1978年金秋十月的一天,我在北京站坐上了北京大學派來接新生的車子。駛進長安街的瞬間,我的心少有的蒸騰飛翔起來。記得當時我暗暗立下個心愿:一定要對得起這三年,拚命學好這三年。可是住進了學校29樓,和同屆的研究生一接觸,我就傻眼了。因為他們的決心能把我襯托得無地自容,有的人的口號竟是:三年不看電視電影!對知識的這種饑渴般的感覺現在想來似乎仍貼在身上,難以忘懷。

這實際不是北京大學的特點,而是1977年、1978年中國所有學校的特點。因為已經十幾年全國人民不讀書或說只讀《毛選》一本書了。王府井新華書店只要傳出明早有一本十九世紀的文學名作再版,就會天不亮在門口排起了長龍。這又是恢複高考之後第一批主要不論"政治身份"的學生進了校,77屆、78屆本科生(當時就知道有陳建功、黃蓓佳、黃子平等),加上78屆的研究生,好多年的人才累積,聚於一堂。我後來問過我的同學,多半都是按所謂的家庭出身過去不可能"讀研"的人。所以大家有一種解放感,有一種壓抑已久的學習衝動存在。我現在還能找到的一張自擬的作息時間表,是早晨5時半起床,去未名湖跑步、讀外語;上午7時半和下午2時半和晚上6時半是一日三次進圖書館;晚間12時睡覺。三年中幾乎每天如此,周而復始,圍繞著一塔(塌)湖(糊)圖(塗)。
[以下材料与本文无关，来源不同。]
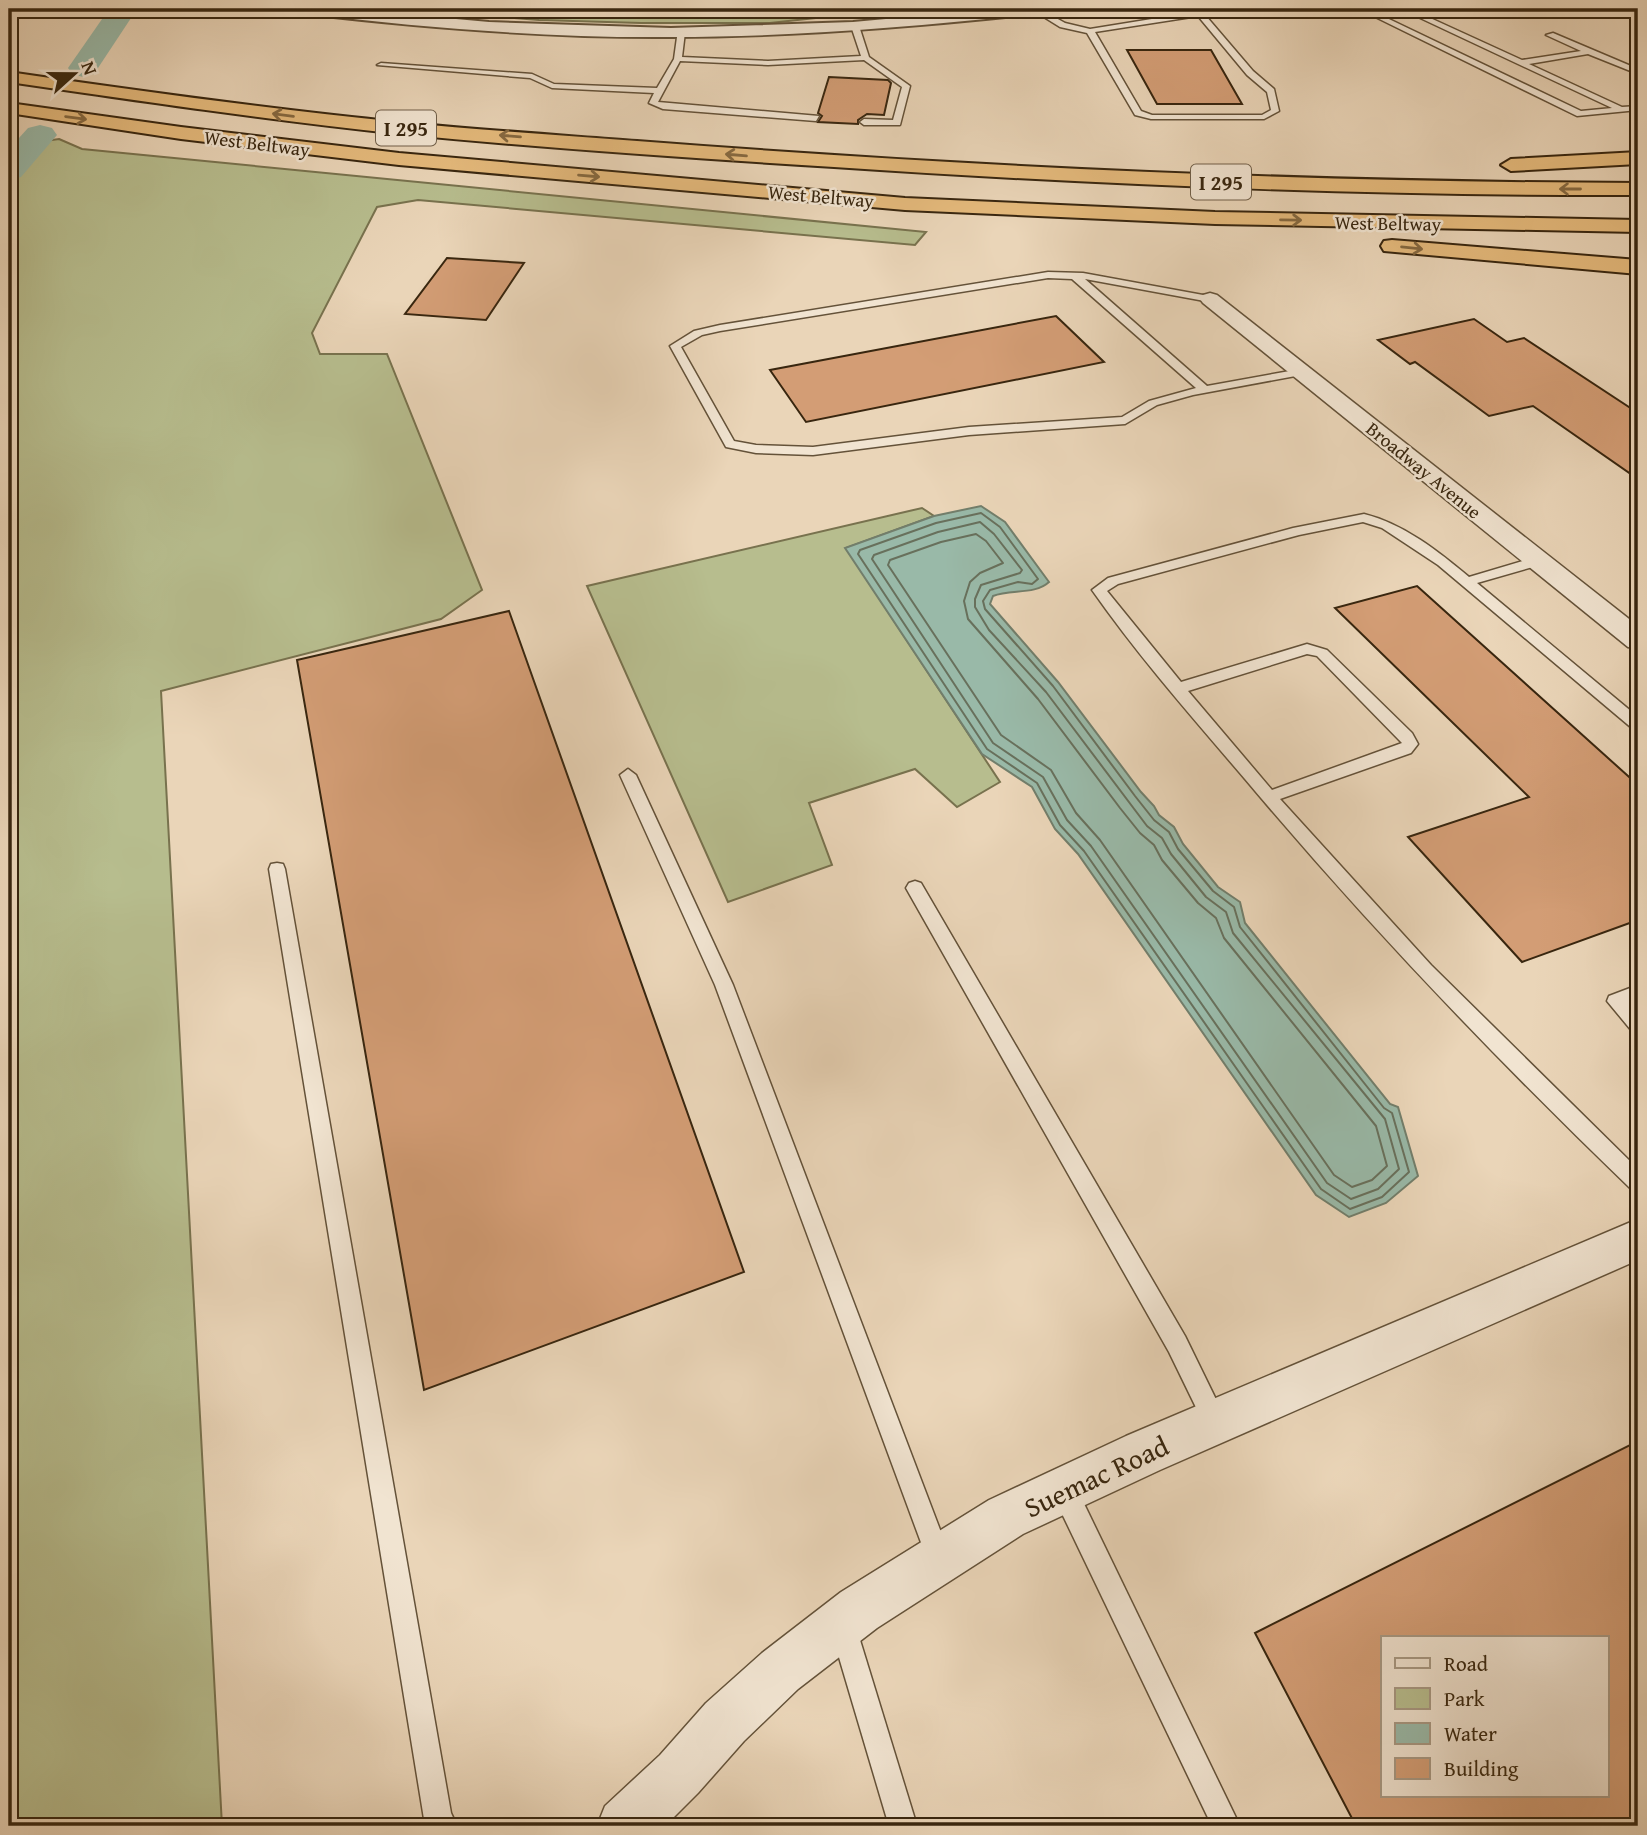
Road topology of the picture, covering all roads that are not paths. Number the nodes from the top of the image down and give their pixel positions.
1 (307, 9) edge
2 (1035, 9) edge
3 (1363, 9) edge
4 (1405, 9) edge
5 (1470, 9) edge
6 (1514, 9) edge
7 (1527, 9) edge
8 (1197, 12) edge
9 (903, 15) edge
10 (1420, 16) junction
11 (1387, 20) junction
12 (855, 26) junction
13 (1090, 31) junction
14 (681, 32) junction
15 (1550, 35) dead end
16 (1589, 52) junction
17 (678, 58) junction
18 (866, 58) junction
19 (1521, 63) junction
20 (381, 65) dead end
21 (1486, 68) junction
22 (1638, 72) edge
23 (9, 77) edge
24 (659, 91) junction
25 (9, 108) edge
26 (1638, 108) edge
27 (1622, 110) junction
28 (816, 118) dead end
29 (864, 122) dead end
30 (1638, 158) edge
31 (804, 160) junction
32 (1490, 166) dead end
33 (1435, 168) dead end
34 (1638, 189) edge
35 (905, 204) junction
36 (1638, 226) edge
37 (1339, 241) dead end
38 (1366, 243) dead end
39 (1638, 267) edge
40 (1075, 276) junction
41 (1210, 299) joint
42 (1301, 372) junction
43 (1205, 390) junction
44 (1538, 561) junction
45 (1467, 582) junction
46 (1638, 640) edge
47 (1176, 689) junction
48 (1638, 725) edge
49 (628, 775) dead end
50 (1269, 797) junction
51 (277, 869) dead end
52 (915, 888) dead end
53 (1638, 993) edge
54 (1638, 1024) edge
55 (1638, 1182) edge
56 (1638, 1239) edge
57 (1214, 1422) junction
58 (1065, 1490) junction
59 (939, 1559) junction
60 (842, 1623) junction
61 (443, 1826) edge
62 (625, 1826) edge
63 (902, 1826) edge
64 (1226, 1826) edge

1 - 14 street
2 - 9 street
2 - 13 lane
3 - 11 lane
4 - 10 lane
5 - 10 lane
6 - 7 lane
8 - 13 lane
8 - 13 lane
9 - 12 street
10 - 11 lane
10 - 19 lane
11 - 21 lane
12 - 14 street
12 - 18 lane
14 - 17 lane
15 - 16 lane
16 - 19 lane
16 - 22 lane
17 - 18 lane
17 - 24 lane
18 - 29 lane
19 - 21 lane
19 - 27 lane
20 - 24 lane
21 - 27 lane
31 -> 23 highway, West Beltway / I 295
24 - 28 lane
25 -> 35 highway, West Beltway / I 295
26 - 27 lane
30 - 32 highway
31 - 33 highway
34 -> 31 highway, West Beltway / I 295
35 -> 36 highway, West Beltway / I 295
35 - 37 highway
38 -> 39 highway
40 - 41 lane
40 - 43 lane
40 - 43 lane
41 - 42 street, Broadway Avenue
42 - 43 lane
42 - 44 street, Broadway Avenue
44 - 45 lane
44 - 46 street, Broadway Avenue
45 - 47 lane
45 - 48 lane
47 - 50 lane
47 - 50 lane
49 - 59 lane
50 - 55 lane
51 - 61 lane
52 - 57 lane
53 - 54 lane
56 - 57 street, Suemac Road
57 - 58 street, Suemac Road
58 - 59 street, Suemac Road
58 - 64 lane
59 - 60 street, Suemac Road
60 - 62 street, Suemac Road
60 - 63 lane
可是北京大學畢竟有它的特殊之處。 對北大之所以是北大的獨特感知,是從入學考試便開始的。當年宣布招考研究生,本來就是個"突發事件"。我決定報考王瑤先生、嚴家炎老師的研究生,是在這年3月30日見到報上放寬考研年齡到40周歲的新聞之後,4月4日即報名,5月3日獲准考證,5月15日、16日、17日三天便到區教育局考場參加考試。哪裡有什麼複習?相信大家在這個"時間"面前,是人人平等的。而中國現代文學方向需加考古代文學一張卷,要整整比別的學校多準備一門學科,這在全國僅此一家。在考場抽出古代考題時我倒抽了一口冷氣,單是甲題兩道,乙題五道,丙題十道,你就能體會到它所包含的廣闊程度。到考現代文學那天,看題的剎那間我竟有十幾分鐘呆在那裡沒有動筆!時隔三十年,今天回頭來看北大的題目,仍然是驚心動魄。比如第一題問:魯迅對自己的《吶喊》、《彷徨》有不同特色曾說過一些話(題里並不告說了什麼話),請按此舉出作品實例,談談這兩個集子在思想上、藝術上有何不同?看似不難,實際不要說必須在魯迅的話上不卡殼,即便不能將魯迅小說準確地放入到這兩個集子的序列中去,一旦錯亂,張冠李戴也就完了。所以我當時在草紙上是先仔細地小心翼翼地一篇一篇還原篇目,再答題的。還有一題也是引用魯迅的話,總算告訴你了,說魯迅說過五四時期"散文小品的成功,幾乎在小說戲曲和詩歌之上",問同意不同意,然後結合文學史的具體情況,講出五四散文成就或高於五四小說、戲劇、詩歌,或低於五四小說、戲劇、詩歌的理由來(按照我的理解,還要把握住魯迅用詞這"幾乎"兩字的分寸)。天哪,這哪裡是四道題里的一題,差不多就是要掌握五四斷代文學史的基本脈絡呀。後來參加在北大圖書館舉行的複試,筆試題型和這一般無二,只是風格更深入、更闊大。如第一題是:在二三十年代,曾發生過關於五四文學革命性質的一些流行見解,試從新文學的實際出發,論述毛澤東的《新民主主義論》對中國現代文學史研究的指導意義。這是要看你對文學史性質的學術問題有無自己的看法。"流行見解"是什麼又沒說,是檢驗你對已有的研究成果熟不熟,資料熟不熟。如果前面魯迅談《吶喊》、《彷徨》的話大家還有目睹耳聞的話,這個要是不知道可就真不知道了。最後你必得熟讀《新民主主義論》,能把新文學的實際和毛澤東的理論對上號。當時的"解放思想"還沒有達到後來的水平,此題像五四散文那樣作反題自然不行,但那些"流行見解"實際上是胡適、瞿秋白、胡風的,與毛澤東不同,等於在啟發你思考歷史的本來面目並非起初就是大一統的。至於十個概念小題,竟然是從尼採到顯克微支十位外國作家,要分別說明這些作家的國籍、至少一種作品、介紹到中國的大致時期和對哪些中國作家或文學社團產生影響。佔一分頂多佔兩分的小題,卻要回答出現代文學接受世界文學影響的如此豐富的內容來。北大的博大精深,可見一斑。難怪後來我們六名被錄取的同學到校,互相一碰分數,報紙上披露的全國文科研究生"狀元"的錢理群,專業成績才七十多分。我才六十分。參與判這600多名考生卷子的老師告訴我們,第一天判不出一張五十分以上的卷子,等到判出第一張時,全場轟動,競相傳閱。這張捲紙的答者就是現在的沈從文專家凌宇。

第62節:融入我的大學 文/吳福輝(2)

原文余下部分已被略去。